The group chose to focus on healthcare politics because "we wanted to take advantage of the fact that this was an election year," said Schweitzer fellow Katrina Mitchell DMS '06.

Educating themselves and the larger community of medical students was important to the fellows, who recognized that many become "a little apolitical" while in medical school, Mitchell said.

"We just wanted to distill all the things the candidates are saying into edible bits of information for everyone," she continued.

Walker agreed, noting the importance of evaluating where each candidate stands on healthcare related issues.

"If any of these people end up being elected, it could directly affect the way things turn out for us when we start to practice," she said.

The symposium, which will take place shortly before the New Hampshire primary, also aims to register voters and encourage students to participate in the political process.

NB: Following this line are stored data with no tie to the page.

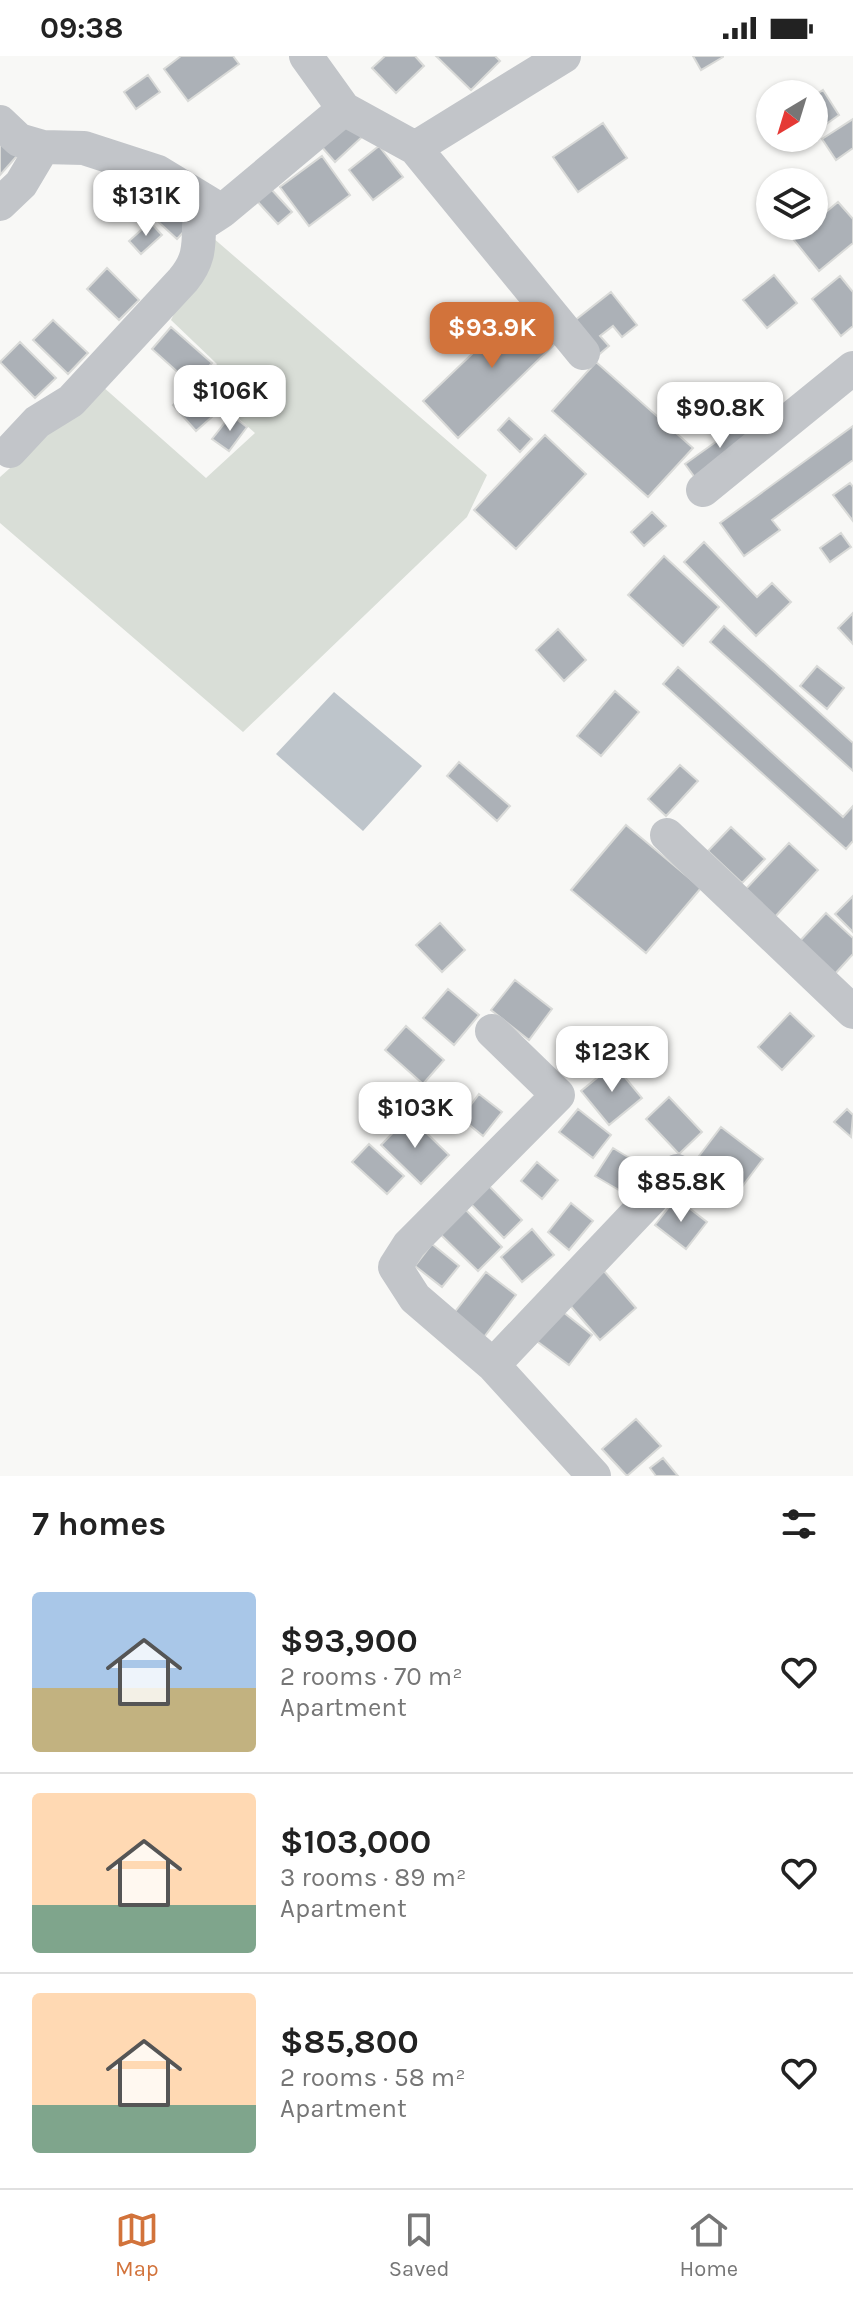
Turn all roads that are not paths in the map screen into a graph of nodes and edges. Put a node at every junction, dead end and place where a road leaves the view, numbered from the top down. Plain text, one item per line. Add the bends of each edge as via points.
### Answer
1 (306, 56) edge
2 (564, 56) edge
3 (344, 109) junction
4 (0, 122) edge
5 (43, 147) junction
6 (415, 148) junction
7 (0, 204) edge
8 (222, 211) junction
9 (583, 353) dead end
10 (853, 368) edge
11 (10, 451) dead end
12 (703, 490) dead end
13 (667, 835) dead end
14 (853, 1012) edge
15 (492, 1031) dead end
16 (677, 1171) dead end
17 (493, 1365) junction
18 (594, 1476) edge

1 - 3 street
2 - 6 street
3 - 6 street
3 - 8 street
4 - 5 street via 19,140
5 - 7 street via 21,184
5 - 8 street via 84,148 158,172
6 - 9 street
8 - 11 street via 199,226 199,254 189,273 71,401 37,422
10 - 12 street
13 - 14 street
15 - 17 street via 558,1095 409,1245 395,1267 415,1298
16 - 17 street
17 - 18 street

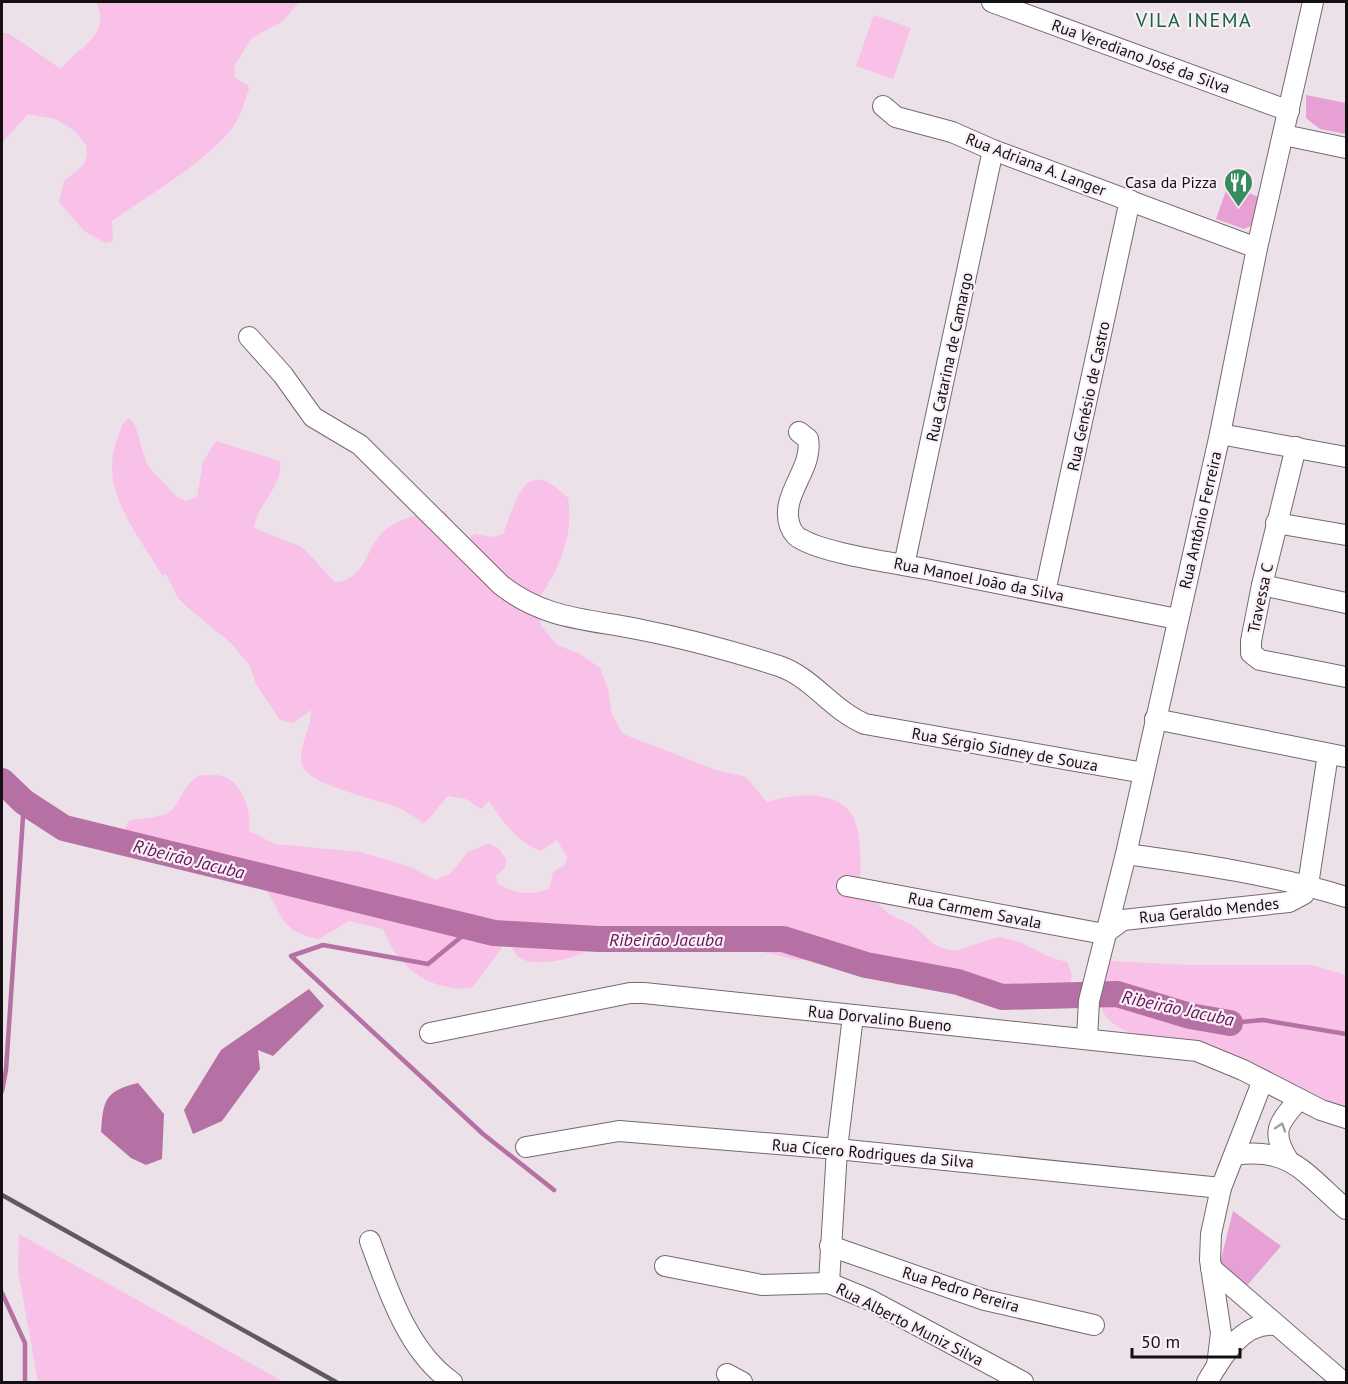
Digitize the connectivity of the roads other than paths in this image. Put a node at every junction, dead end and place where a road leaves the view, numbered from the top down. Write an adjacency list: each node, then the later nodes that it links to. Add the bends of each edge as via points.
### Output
1 (992, 2): 4 (street, Rua Verediano José da Silva)
2 (1313, 2): 4 (street, Rua Antônio Ferreira)
3 (883, 106): 7 (street, Rua Adriana A. Langer, via 896,117 952,132)
4 (1289, 111): 5 (street, Rua Antônio Ferreira)
5 (1284, 135): 6 (street); 9 (street, Rua Antônio Ferreira)
6 (1347, 148)
7 (993, 150): 8 (street, Rua Adriana A. Langer); 17 (street, Rua Catarina de Camargo)
8 (1130, 200): 9 (street, Rua Adriana A. Langer); 19 (street, Rua Genésio de Castro)
9 (1257, 248): 12 (street, Rua Antônio Ferreira)
10 (249, 337): 25 (street, Rua Sérgio Sidney de Souza, via 313,417 360,445 518,599 567,617 643,630 780,666 801,678 849,718 866,724)
11 (799, 432): 17 (street, Rua Manoel João da Silva, via 808,439 810,449 788,504 789,525 801,539 825,548)
12 (1220, 434): 13 (street); 21 (street, Rua Antônio Ferreira)
13 (1296, 447): 14 (street); 15 (street, Travessa C)
14 (1347, 457)
15 (1276, 523): 16 (street); 18 (street, Travessa C)
16 (1347, 535)
17 (904, 565): 19 (street, Rua Manoel João da Silva)
18 (1262, 585): 20 (street); 22 (street, Travessa C, via 1251,641 1253,656)
19 (1045, 592): 21 (street, Rua Manoel João da Silva)
20 (1347, 603)
21 (1177, 619): 23 (street, Rua Antônio Ferreira)
22 (1347, 677)
23 (1155, 719): 24 (street); 25 (street, Rua Antônio Ferreira)
24 (1337, 755): 27 (street)
25 (1144, 773): 26 (street, Rua Antônio Ferreira)
26 (1126, 854): 27 (street); 30 (street, Rua Antônio Ferreira)
27 (1308, 885): 29 (street); 30 (street, Rua Geraldo Mendes, via 1304,894 1289,902 1123,920)
28 (847, 886): 30 (street, Rua Carmem Savala)
29 (1347, 897)
30 (1104, 934): 33 (street, Rua Antônio Ferreira, via 1089,1001)
31 (854, 1016): 32 (street, Rua Dorvalino Bueno, via 630,993); 33 (street, Rua Dorvalino Bueno); 38 (street)
32 (430, 1033)
33 (1087, 1038): 34 (street, Rua Dorvalino Bueno, via 1197,1051)
34 (1263, 1080): 35 (street, Rua Dorvalino Bueno); 39 (street)
35 (1299, 1100): 36 (street, Rua Dorvalino Bueno); 40 (street, one-way to 35, via 1280,1146 1279,1126)
36 (1347, 1118)
37 (526, 1147): 38 (street, Rua Cícero Rodrigues da Silva, via 619,1131)
38 (837, 1149): 41 (street, Rua Cícero Rodrigues da Silva); 44 (street)
39 (1235, 1155): 40 (street, via 1266,1152); 41 (street)
40 (1287, 1158): 42 (street)
41 (1221, 1188): 46 (street, via 1211,1234)
42 (1347, 1209)
43 (370, 1241): 51 (street, via 386,1285 411,1334 438,1372)
44 (830, 1246): 47 (street); 48 (street, Rua Pedro Pereira, via 985,1300)
45 (665, 1266): 47 (street, via 762,1286)
46 (1211, 1268): 49 (street); 50 (street, via 1221,1333)
47 (829, 1283): 52 (street, Rua Alberto Muniz Silva, via 870,1300)
48 (1094, 1325)
49 (1274, 1325): 50 (street, via 1252,1328); 53 (street)
50 (1212, 1374)
51 (452, 1383)
52 (1023, 1383)
53 (1343, 1383)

"There's no sense in educating people if they're not going to actually go out and vote," Mitchell said.

Though discussion and political activity will be encouraged, the fellows will not endorse a candidate, Mitchell said.

There are six Albert Schweitzer fellowship programs nationwide, based in Baltimore, Boston, Chicago, North Carolina and Pittsburgh, as well as here in Vermont and New Hampshire.

The selective year-long fellowship draws second-year students from Dartmouth Medical School, the University of Vermont College of Medicine and the Vermont Law School with the goal of training "leaders in public service," Torrey said.

Aside from the symposium, the major component of the fellowship program is a 200 hour community service project through which students seek to "make a difference in the lives of people who are underserved by the medical establishment," Torrey said.

According to Torrey, who is involved in the selection process, applicants are judged on their proposal for community service as well as their potential to serve the community.

Fellows must be "really passionate about others and helping those who are less fortunate," she said.

Albert Schweitzer, a noted physician and humanitarian, was awarded the Nobel Peace Prize in 1952. The Albert Schweitzer Fellowship began in 1940 to support his medical work in Africa during World War II. The U.S. Schweitzer Fellows Programs were established in 1991 to encourage graduate students to seek community service projects.